# ADVICE- I don't feel comfortable around husband's family!!



## cj79

Hi, I am looking for advice..My husband and I have only been married for a short time and I have only recently met his family. He has very close and large family that gets together often. Most of them drink, while I'm a recovering alcoholic. I simply feel uncomfortable around drinking period, especially if is in excess. Also I feel excluded from conversations and stay off to the side. My husband understands how I feel about not being around alcohol, however I feel like I am letting him down because I can't help but feeling uncomfortable. Another issue is he has grown children, one of which has been negative about our marriage period. I don't want to be around someone who has said bad things about our relationship. I'm beginning to think my marriage won't work out because of these issues I have explained. I definitely don't look forward to holidays...my family lives in another state, so we do not see each other often. I hate feeling this way, dreading seeing them. Any advice?? Thank you.


----------



## EleGirl

Had you met these people before you married?

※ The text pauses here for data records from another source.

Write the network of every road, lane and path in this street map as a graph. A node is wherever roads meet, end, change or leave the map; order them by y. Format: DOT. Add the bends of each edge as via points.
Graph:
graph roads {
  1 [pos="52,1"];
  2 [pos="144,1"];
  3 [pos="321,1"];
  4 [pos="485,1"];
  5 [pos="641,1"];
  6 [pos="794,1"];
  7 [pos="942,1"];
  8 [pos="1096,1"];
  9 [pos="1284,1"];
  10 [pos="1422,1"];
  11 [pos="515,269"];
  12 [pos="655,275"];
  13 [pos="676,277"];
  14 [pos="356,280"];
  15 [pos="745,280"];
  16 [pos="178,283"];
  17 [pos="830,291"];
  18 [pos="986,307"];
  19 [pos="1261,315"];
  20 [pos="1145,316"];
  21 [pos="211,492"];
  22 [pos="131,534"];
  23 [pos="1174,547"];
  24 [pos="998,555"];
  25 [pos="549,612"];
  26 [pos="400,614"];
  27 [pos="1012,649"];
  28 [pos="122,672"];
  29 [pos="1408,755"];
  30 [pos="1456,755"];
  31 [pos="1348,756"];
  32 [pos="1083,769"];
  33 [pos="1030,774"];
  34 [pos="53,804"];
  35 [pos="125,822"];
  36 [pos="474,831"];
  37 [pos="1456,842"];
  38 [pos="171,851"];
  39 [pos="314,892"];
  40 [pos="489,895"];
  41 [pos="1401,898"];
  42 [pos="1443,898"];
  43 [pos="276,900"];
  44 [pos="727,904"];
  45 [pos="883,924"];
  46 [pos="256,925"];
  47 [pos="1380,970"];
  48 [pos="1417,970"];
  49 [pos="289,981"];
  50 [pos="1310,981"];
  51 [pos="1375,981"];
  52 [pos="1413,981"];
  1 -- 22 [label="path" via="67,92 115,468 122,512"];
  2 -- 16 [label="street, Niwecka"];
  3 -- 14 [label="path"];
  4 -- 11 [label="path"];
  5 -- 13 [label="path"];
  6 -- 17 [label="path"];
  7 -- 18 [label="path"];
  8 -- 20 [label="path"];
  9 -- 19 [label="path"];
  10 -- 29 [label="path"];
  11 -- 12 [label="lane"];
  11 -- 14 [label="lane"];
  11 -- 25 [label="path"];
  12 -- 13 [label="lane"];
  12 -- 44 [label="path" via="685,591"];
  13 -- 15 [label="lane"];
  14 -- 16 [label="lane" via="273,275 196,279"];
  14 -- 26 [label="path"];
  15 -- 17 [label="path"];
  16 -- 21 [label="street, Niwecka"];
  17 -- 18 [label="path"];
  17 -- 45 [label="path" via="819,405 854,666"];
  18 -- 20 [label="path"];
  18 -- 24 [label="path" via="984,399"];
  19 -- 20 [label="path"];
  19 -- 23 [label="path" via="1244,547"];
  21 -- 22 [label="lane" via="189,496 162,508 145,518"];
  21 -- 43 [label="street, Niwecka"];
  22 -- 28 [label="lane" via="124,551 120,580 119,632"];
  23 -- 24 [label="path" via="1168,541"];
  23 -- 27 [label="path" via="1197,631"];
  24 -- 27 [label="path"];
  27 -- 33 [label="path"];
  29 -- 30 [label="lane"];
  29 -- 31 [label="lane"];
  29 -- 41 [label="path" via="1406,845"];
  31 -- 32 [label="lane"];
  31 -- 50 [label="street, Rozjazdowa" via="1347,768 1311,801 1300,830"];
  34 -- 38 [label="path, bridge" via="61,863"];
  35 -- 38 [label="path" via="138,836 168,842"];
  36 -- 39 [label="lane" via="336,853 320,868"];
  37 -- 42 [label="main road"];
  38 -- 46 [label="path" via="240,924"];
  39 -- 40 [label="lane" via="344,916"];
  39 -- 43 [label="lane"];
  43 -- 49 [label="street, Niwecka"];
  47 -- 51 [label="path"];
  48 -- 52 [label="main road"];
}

What is it about their drinking that bothers you? Is it that they act drunk? Or does it temp you to drink?

What have you done to build relationships with his relatives? Trying to get to know them when they are in a large group can be hard to accomplish. But perhaps you could pick out one or two of them to start with and invite them to do things with you and/or at your home... it's the old divide and conquer.


----------



## supermommy123

I think it just a drinking guys in your family who scares you.if u really want to continue the relationship you should learn how to make adjustment.


----------



## The Renegade

I think, which advice to give you depends a lot on your husband's attitude towards this situation. Is he usually drinking with them? Is he holding back drinking with them because of you (otherwise he would)? Or is he generally also kind of repelled by their drinking?

About the child who disagrees with your relationship: This is probably an inner game issue for you that you have to deal with. You cannot control how others talk or act about pretty much anything, you can only learn to control how you feel about it (upset or rather unaffected).


----------



## Relationship Coach

^^^That is brilliant. 

Look more at yourself and at your husband than his family. If he's supportive and you feel comfortable, who cares what they think? If relationships with them are important to your husband, then he should tell you that and you can work together with him to make that happen.


----------



## Satclover

Just don't do anything they can use against you until you figure out your next direction. Don't say anything odd, don't make it more awkward with comments and with the grown children, always make yourself seem pleasant. If your pleasant it'll start to be obvious that it's them knowing to accept and not you starting conflicts. My spouses aunt cussed me out and of course I wanted to talk back but the best thing was to walk away, because no matter what I would've said, it would've been focused on more then what she said to me in the first place. Of course therapy does work as well.


----------



## John Lee

If your husband is on your side and puts you first, you should be able to survive his family. Many relationships survive a difficult in-law situation, in fact it's kind of a classic problem. As for when you have to be there, I wonder if there's any relative that doesn't drink? Perhaps you could kind of befriend that person so you have more moral support there? Perhaps you could also ask your husband if he'd show solidarity with you by not drinking?


----------



## Rayloveshiswife

Does your husband stand up for your marriage to his child that is against it? If not you need to tell him that bothers you, if he does. I would just blow them off. 

Not much you can do about his family drinking. Hanging out with a non drinker is an option if there is one you get along with. But I would hope your husband is on your side and limits your exposure for your own good.
_Posted via Mobile Device_


----------